The four-well urban pad that was placed online during the fourth quarter and had an average heating content of 1,195 BTU, had a combined 30-day sales rate of 74 million cubic feet equivalent a day on a combined basis again in ethane rejection and so that equivalent rate included 16% liquids.
Antero continues to drill the longest laterals among its Appalachian peers, we average over 8,000 feet in length in 2014.
Regarding capital expenditures for the quarter, we invested $754 million on development, $57 million on certain gathering projects at the AR level, including freshwater distribution infrastructure, $101 million on base leasing, and $222 million on leasing producing wells associated with a certain Utica acquisition.
To further expand on this acquisition, the transaction consisted of approximately 12,000 net acres primarily located in Monroe County, Ohio in the core of the Utica shale play.
In addition to the undeveloped acreage, the acquisition also included producing properties with approximately 20 million cubic feet equivalent of current net production from five horizontal wells and an 8-mile 12-inch high pressure gathering pipeline. This Utica transaction resulted in the addition of approximately 115 new drilling locations.
In total, the acquisition represents over 1.0 Tcf equivalent of 3P reserves with an associated PV10 value of approximately $600 million assuming year end 2014 SEC prices. In summary, we had an outstanding 2014 development program that resulted in peer leading growth in production and reserves with some of the lowest development costs in the industry.
Even though, we have reduced the budget by 40% compared to last year, we have remained the most active operator in Appalachia with the highest organic growth rates and have what we believe is the most fully integrated business model in the region through our attractive firm transport portfolio, our midstream focus, our significant hedge book, and our liquids-rich drilling focus.
As we have stated previously, we continue to believe that we are well-positioned to achieve significant value creation with clear visibility to high production and reserve growth even in a low commodity price environment. We have also preserved optionality to accelerate the development program if warranted by an improvement in commodity prices.

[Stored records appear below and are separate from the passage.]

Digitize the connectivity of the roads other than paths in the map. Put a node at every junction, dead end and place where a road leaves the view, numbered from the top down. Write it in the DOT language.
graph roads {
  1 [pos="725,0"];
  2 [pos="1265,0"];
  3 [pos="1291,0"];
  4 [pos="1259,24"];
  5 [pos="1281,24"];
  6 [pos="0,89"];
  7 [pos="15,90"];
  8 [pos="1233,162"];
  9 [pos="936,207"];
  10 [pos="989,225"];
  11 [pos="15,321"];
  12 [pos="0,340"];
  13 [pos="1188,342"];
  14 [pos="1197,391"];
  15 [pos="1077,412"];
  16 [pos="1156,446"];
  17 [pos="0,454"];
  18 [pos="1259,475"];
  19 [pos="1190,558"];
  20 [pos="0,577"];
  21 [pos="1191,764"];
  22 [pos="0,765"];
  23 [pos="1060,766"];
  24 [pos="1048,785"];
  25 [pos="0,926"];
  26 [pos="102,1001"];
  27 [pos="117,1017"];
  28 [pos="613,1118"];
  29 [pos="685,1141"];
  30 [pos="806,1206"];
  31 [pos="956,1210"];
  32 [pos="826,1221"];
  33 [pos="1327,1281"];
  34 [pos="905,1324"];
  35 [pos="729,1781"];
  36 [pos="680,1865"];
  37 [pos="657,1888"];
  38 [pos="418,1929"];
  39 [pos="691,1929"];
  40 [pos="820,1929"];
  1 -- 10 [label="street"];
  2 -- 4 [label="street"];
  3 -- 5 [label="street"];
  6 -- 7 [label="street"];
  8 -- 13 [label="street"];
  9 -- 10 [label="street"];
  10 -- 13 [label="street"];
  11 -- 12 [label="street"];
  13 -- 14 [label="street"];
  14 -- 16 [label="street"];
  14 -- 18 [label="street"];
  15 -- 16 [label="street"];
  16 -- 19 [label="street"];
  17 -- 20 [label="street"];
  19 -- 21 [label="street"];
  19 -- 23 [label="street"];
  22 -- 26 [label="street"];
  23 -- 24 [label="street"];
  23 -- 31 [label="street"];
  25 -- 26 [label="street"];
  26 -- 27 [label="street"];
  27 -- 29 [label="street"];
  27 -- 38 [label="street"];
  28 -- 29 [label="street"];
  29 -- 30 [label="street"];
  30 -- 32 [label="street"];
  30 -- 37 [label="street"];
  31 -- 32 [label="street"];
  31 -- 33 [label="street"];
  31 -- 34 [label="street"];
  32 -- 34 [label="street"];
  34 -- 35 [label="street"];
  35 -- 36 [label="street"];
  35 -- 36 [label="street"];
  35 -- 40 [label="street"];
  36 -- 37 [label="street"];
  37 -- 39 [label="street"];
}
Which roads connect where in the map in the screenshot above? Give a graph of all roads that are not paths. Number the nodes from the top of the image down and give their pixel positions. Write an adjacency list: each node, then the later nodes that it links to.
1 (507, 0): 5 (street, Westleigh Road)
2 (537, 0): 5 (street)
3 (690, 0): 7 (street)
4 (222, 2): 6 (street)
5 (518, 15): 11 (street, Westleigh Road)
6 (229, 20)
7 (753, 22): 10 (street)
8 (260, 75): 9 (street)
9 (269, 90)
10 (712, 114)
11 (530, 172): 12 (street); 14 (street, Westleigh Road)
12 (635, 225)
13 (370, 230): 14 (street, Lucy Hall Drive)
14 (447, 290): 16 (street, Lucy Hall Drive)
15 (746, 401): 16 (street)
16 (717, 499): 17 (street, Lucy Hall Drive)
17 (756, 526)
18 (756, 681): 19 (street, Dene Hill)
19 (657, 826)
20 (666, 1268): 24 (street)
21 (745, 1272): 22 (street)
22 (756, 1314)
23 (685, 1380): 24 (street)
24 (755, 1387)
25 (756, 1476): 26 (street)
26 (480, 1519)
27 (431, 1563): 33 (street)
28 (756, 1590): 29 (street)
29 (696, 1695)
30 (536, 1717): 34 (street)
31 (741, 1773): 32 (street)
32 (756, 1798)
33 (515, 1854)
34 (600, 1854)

With that, I will now turn the call over to the operator for questions..
Thank you. [Operator Instructions] The first question comes from Neal Dingmann with SunTrust..
Good morning guys. Just a couple of two questions. One, just looking at that slide where you guys really lay out your – I think you call it the realized price roadmap, your thoughts on, I guess beyond ‘17, I mean, you certainly have a large amount that’s obviously covered there.
Two questions, one, if you were to go and add some of this type of takeaway today, either obviously you have the expanding amount in the Chicago market and especially in the Gulf Coast market.
I guess my first question is what would that kind of FT cost you today? And my second question to go with that is, I forget how much do you have excess FT today that you are able to continue to market?.
Yes. Neal, it’s Paul here. Well, I would say it depends on which FTE there is we have lots of different segments as you know these segments add up to a little over 4 Bcf a day, as they all come on if you few measure it in 2018. So have a lot of pipes going to different areas.
You know from our story that we were able to get in early on so many of these pipes and so the early FTE some of it was very inexpensive. It was exchange agreements, it was compression adds, it was reversals and then now we are more on to new builds.
As you know more than half of our FTE goes to the Gulf through various conduit, so out of that 4 Bcf a day about 2 Bcf goes to the Gulf. I guess I would just say that there are new expansions coming on with higher prices on various pipes, Rex would be one going West towards Chicago, Colombia would be another going South towards the Gulf.
So there is various ones, will we participate, yes in some, less so in others. The new Rover pipeline we think is a good project and pretty reasonable. So I know that doesn’t give you firm numbers, but it’s definitely most of the new projects are much higher than where we are..
That’s very good. Thanks.
And then just one second one if I could, looking to the slides that describing really talk about that massive Utica dry gas position you have in addition to your others I guess now and you mentioned I think in one of the slides, now all the operators would have seen some significant wells there and I know you guys are drilling just your thoughts on sort of how fluid your drilling plan is based on the well results, I mean obviously there is again I am looking at that slide that shows the returns between kind of the highly rich gas and the rich gas versus the dry gas and I am just wondering if you all could comment how you think those three will differ kind of going forward or based on the well results you are seeing so far you feel pretty comfortable with the economics of all three of those and how different that plan could be?.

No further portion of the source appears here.